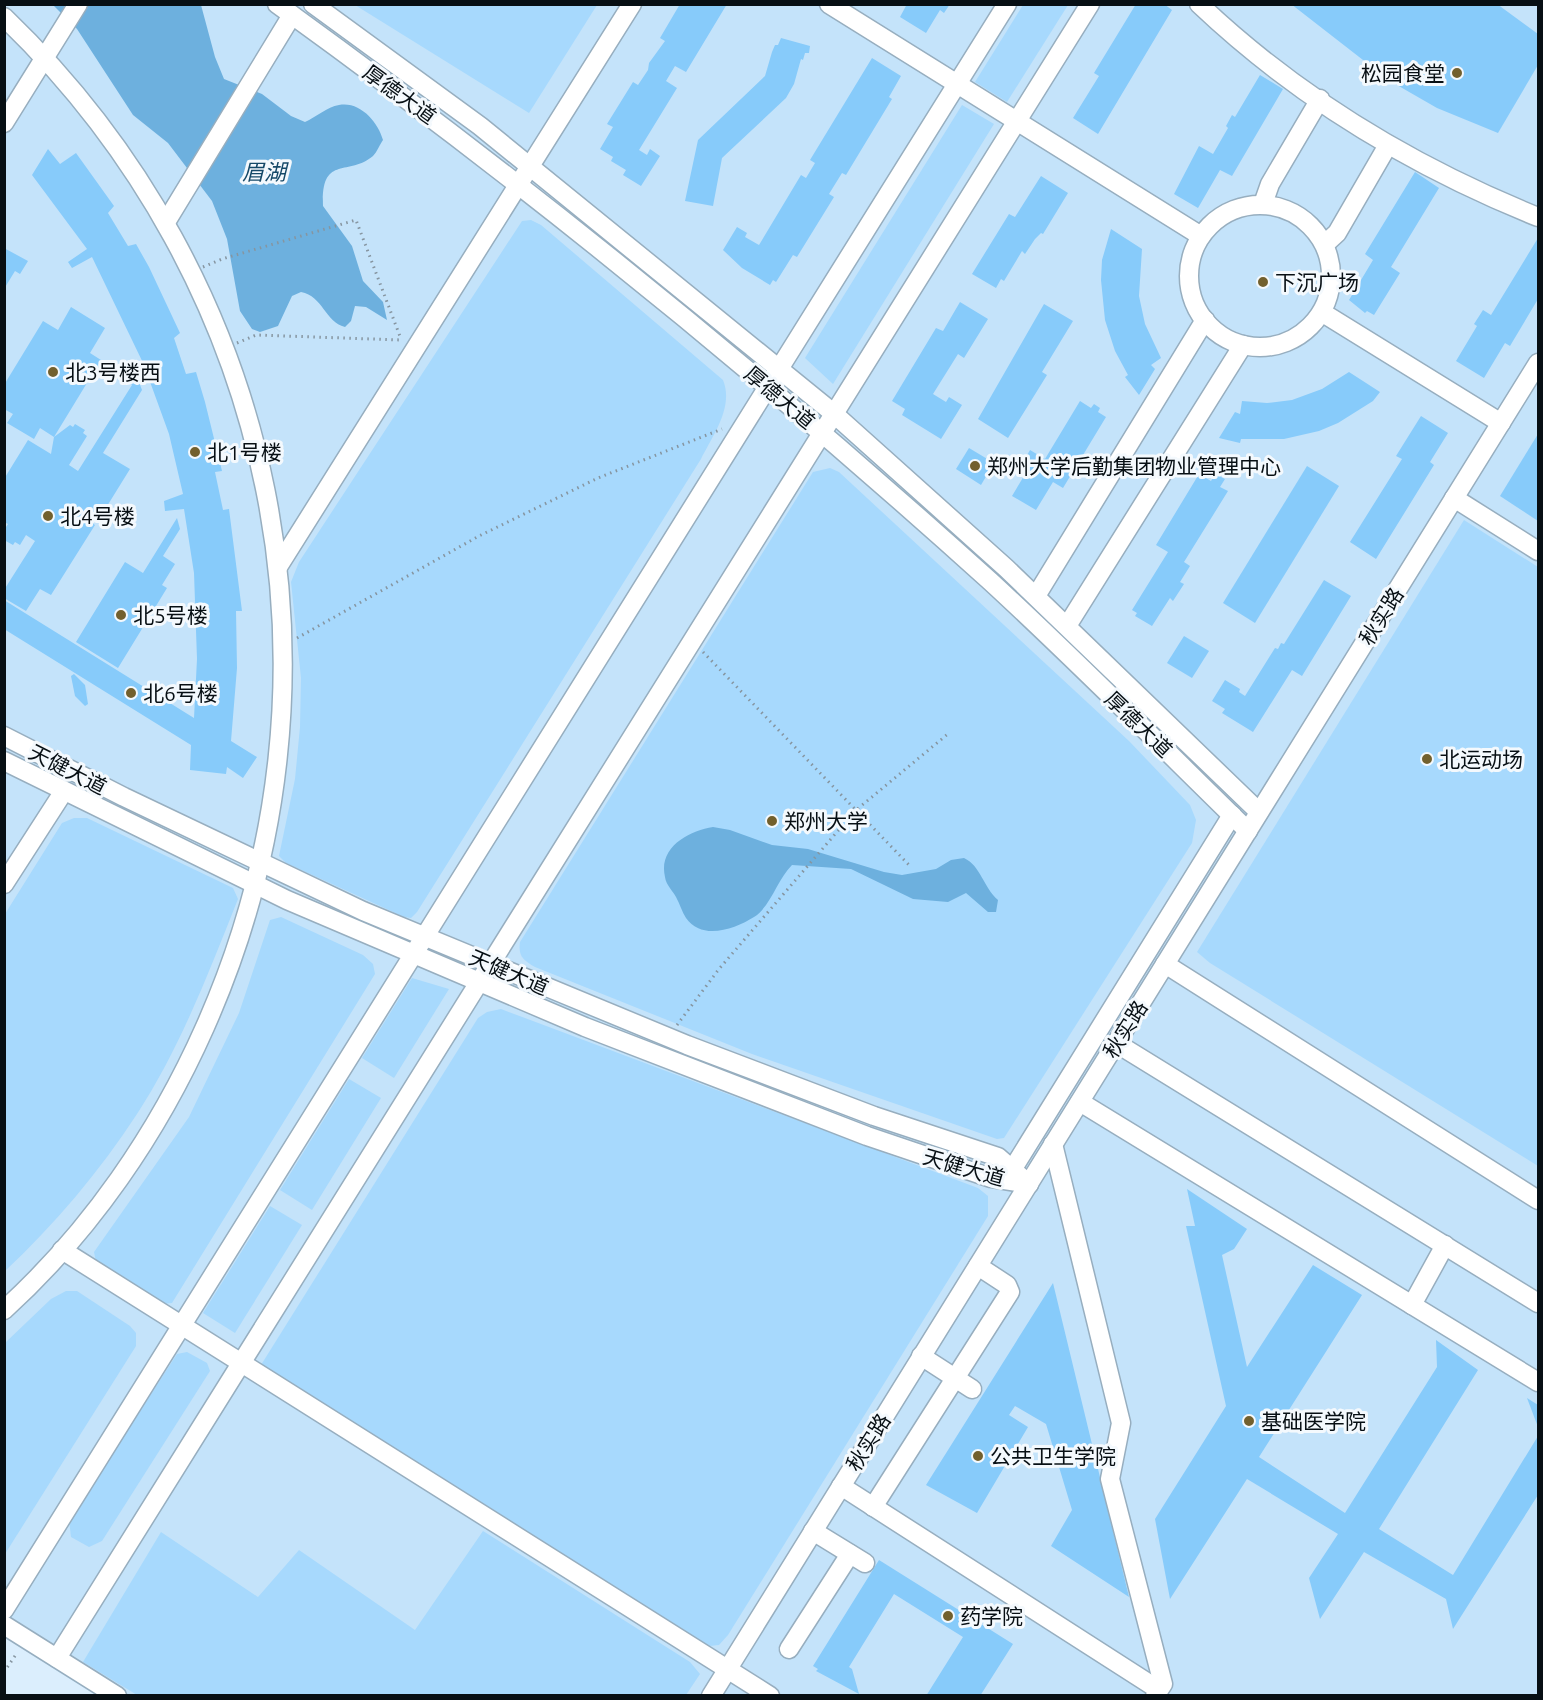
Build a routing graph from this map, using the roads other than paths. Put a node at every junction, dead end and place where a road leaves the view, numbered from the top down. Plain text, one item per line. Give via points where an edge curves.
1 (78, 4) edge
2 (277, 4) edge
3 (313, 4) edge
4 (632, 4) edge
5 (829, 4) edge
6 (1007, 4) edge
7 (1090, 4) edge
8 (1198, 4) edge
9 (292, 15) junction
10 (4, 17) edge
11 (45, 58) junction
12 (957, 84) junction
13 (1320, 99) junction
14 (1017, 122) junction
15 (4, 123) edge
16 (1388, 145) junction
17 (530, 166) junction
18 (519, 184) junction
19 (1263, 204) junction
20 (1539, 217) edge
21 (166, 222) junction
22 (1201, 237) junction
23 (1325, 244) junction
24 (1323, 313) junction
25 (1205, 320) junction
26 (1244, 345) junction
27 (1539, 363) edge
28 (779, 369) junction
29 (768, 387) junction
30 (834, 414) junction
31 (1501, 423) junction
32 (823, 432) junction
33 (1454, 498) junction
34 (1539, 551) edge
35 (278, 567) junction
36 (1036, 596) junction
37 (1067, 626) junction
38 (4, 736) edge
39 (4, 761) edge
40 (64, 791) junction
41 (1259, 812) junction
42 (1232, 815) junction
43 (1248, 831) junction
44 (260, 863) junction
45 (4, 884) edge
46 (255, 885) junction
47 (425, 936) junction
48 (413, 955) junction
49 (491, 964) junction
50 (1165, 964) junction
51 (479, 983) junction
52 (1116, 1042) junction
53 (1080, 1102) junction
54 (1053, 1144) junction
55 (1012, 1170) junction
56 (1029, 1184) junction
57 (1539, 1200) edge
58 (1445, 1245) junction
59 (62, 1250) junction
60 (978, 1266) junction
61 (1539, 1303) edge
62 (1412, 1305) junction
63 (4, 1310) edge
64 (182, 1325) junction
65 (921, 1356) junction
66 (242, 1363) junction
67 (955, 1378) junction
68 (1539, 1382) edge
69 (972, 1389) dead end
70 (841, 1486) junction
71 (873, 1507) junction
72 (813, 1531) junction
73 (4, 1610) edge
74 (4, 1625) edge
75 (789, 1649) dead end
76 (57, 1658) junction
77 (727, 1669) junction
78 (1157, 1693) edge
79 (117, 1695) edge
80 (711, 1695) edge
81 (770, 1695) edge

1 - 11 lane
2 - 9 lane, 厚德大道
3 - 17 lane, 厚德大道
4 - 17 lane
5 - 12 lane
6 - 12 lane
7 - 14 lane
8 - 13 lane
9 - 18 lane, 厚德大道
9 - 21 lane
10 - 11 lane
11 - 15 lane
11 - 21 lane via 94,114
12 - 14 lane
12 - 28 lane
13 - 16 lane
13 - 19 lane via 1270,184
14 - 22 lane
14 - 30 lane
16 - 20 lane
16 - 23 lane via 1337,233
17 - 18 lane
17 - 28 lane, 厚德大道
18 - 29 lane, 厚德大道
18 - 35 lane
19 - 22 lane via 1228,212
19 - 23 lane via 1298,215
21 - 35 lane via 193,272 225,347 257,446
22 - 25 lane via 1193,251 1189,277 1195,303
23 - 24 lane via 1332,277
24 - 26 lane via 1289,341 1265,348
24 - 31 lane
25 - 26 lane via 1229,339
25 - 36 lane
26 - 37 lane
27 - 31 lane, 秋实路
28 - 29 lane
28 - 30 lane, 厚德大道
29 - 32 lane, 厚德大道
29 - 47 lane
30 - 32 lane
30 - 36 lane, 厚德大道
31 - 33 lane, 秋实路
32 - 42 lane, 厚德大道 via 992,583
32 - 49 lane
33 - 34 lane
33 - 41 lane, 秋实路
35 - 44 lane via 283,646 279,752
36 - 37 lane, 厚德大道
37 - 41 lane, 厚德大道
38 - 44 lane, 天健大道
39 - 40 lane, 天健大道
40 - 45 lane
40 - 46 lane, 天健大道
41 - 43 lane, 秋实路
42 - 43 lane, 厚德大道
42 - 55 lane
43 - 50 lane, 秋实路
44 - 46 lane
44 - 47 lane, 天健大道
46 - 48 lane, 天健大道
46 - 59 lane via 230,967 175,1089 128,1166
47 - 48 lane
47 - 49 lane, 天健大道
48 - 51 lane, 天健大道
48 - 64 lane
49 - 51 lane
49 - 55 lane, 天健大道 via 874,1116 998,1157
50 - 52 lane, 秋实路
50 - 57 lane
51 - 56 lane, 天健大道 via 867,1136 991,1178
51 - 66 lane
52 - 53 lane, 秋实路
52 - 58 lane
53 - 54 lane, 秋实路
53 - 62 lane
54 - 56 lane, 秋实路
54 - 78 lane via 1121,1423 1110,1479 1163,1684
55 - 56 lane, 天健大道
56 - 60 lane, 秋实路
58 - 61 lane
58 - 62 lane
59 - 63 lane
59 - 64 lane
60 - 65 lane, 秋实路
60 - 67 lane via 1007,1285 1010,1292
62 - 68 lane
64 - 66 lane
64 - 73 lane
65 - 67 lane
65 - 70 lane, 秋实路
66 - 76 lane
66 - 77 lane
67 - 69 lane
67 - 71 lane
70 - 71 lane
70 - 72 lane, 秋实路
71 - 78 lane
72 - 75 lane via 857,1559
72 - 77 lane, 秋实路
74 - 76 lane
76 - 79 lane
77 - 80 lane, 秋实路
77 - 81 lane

DIRECTIONS: Without including any picture, write out the material above verbatim.

TASK OUTPUT:
Build a routing graph from this map, using the roads other than paths. Put a node at every junction, dead end and place where a road leaves the view, numbered from the top down. Plain text, one item per line. Give via points where an edge curves.
1 (78, 4) edge
2 (277, 4) edge
3 (313, 4) edge
4 (632, 4) edge
5 (829, 4) edge
6 (1007, 4) edge
7 (1090, 4) edge
8 (1198, 4) edge
9 (292, 15) junction
10 (4, 17) edge
11 (45, 58) junction
12 (957, 84) junction
13 (1320, 99) junction
14 (1017, 122) junction
15 (4, 123) edge
16 (1388, 145) junction
17 (530, 166) junction
18 (519, 184) junction
19 (1263, 204) junction
20 (1539, 217) edge
21 (166, 222) junction
22 (1201, 237) junction
23 (1325, 244) junction
24 (1323, 313) junction
25 (1205, 320) junction
26 (1244, 345) junction
27 (1539, 363) edge
28 (779, 369) junction
29 (768, 387) junction
30 (834, 414) junction
31 (1501, 423) junction
32 (823, 432) junction
33 (1454, 498) junction
34 (1539, 551) edge
35 (278, 567) junction
36 (1036, 596) junction
37 (1067, 626) junction
38 (4, 736) edge
39 (4, 761) edge
40 (64, 791) junction
41 (1259, 812) junction
42 (1232, 815) junction
43 (1248, 831) junction
44 (260, 863) junction
45 (4, 884) edge
46 (255, 885) junction
47 (425, 936) junction
48 (413, 955) junction
49 (491, 964) junction
50 (1165, 964) junction
51 (479, 983) junction
52 (1116, 1042) junction
53 (1080, 1102) junction
54 (1053, 1144) junction
55 (1012, 1170) junction
56 (1029, 1184) junction
57 (1539, 1200) edge
58 (1445, 1245) junction
59 (62, 1250) junction
60 (978, 1266) junction
61 (1539, 1303) edge
62 (1412, 1305) junction
63 (4, 1310) edge
64 (182, 1325) junction
65 (921, 1356) junction
66 (242, 1363) junction
67 (955, 1378) junction
68 (1539, 1382) edge
69 (972, 1389) dead end
70 (841, 1486) junction
71 (873, 1507) junction
72 (813, 1531) junction
73 (4, 1610) edge
74 (4, 1625) edge
75 (789, 1649) dead end
76 (57, 1658) junction
77 (727, 1669) junction
78 (1157, 1693) edge
79 (117, 1695) edge
80 (711, 1695) edge
81 (770, 1695) edge

1 - 11 lane
2 - 9 lane, 厚德大道
3 - 17 lane, 厚德大道
4 - 17 lane
5 - 12 lane
6 - 12 lane
7 - 14 lane
8 - 13 lane
9 - 18 lane, 厚德大道
9 - 21 lane
10 - 11 lane
11 - 15 lane
11 - 21 lane via 94,114
12 - 14 lane
12 - 28 lane
13 - 16 lane
13 - 19 lane via 1270,184
14 - 22 lane
14 - 30 lane
16 - 20 lane
16 - 23 lane via 1337,233
17 - 18 lane
17 - 28 lane, 厚德大道
18 - 29 lane, 厚德大道
18 - 35 lane
19 - 22 lane via 1228,212
19 - 23 lane via 1298,215
21 - 35 lane via 193,272 225,347 257,446
22 - 25 lane via 1193,251 1189,277 1195,303
23 - 24 lane via 1332,277
24 - 26 lane via 1289,341 1265,348
24 - 31 lane
25 - 26 lane via 1229,339
25 - 36 lane
26 - 37 lane
27 - 31 lane, 秋实路
28 - 29 lane
28 - 30 lane, 厚德大道
29 - 32 lane, 厚德大道
29 - 47 lane
30 - 32 lane
30 - 36 lane, 厚德大道
31 - 33 lane, 秋实路
32 - 42 lane, 厚德大道 via 992,583
32 - 49 lane
33 - 34 lane
33 - 41 lane, 秋实路
35 - 44 lane via 283,646 279,752
36 - 37 lane, 厚德大道
37 - 41 lane, 厚德大道
38 - 44 lane, 天健大道
39 - 40 lane, 天健大道
40 - 45 lane
40 - 46 lane, 天健大道
41 - 43 lane, 秋实路
42 - 43 lane, 厚德大道
42 - 55 lane
43 - 50 lane, 秋实路
44 - 46 lane
44 - 47 lane, 天健大道
46 - 48 lane, 天健大道
46 - 59 lane via 230,967 175,1089 128,1166
47 - 48 lane
47 - 49 lane, 天健大道
48 - 51 lane, 天健大道
48 - 64 lane
49 - 51 lane
49 - 55 lane, 天健大道 via 874,1116 998,1157
50 - 52 lane, 秋实路
50 - 57 lane
51 - 56 lane, 天健大道 via 867,1136 991,1178
51 - 66 lane
52 - 53 lane, 秋实路
52 - 58 lane
53 - 54 lane, 秋实路
53 - 62 lane
54 - 56 lane, 秋实路
54 - 78 lane via 1121,1423 1110,1479 1163,1684
55 - 56 lane, 天健大道
56 - 60 lane, 秋实路
58 - 61 lane
58 - 62 lane
59 - 63 lane
59 - 64 lane
60 - 65 lane, 秋实路
60 - 67 lane via 1007,1285 1010,1292
62 - 68 lane
64 - 66 lane
64 - 73 lane
65 - 67 lane
65 - 70 lane, 秋实路
66 - 76 lane
66 - 77 lane
67 - 69 lane
67 - 71 lane
70 - 71 lane
70 - 72 lane, 秋实路
71 - 78 lane
72 - 75 lane via 857,1559
72 - 77 lane, 秋实路
74 - 76 lane
76 - 79 lane
77 - 80 lane, 秋实路
77 - 81 lane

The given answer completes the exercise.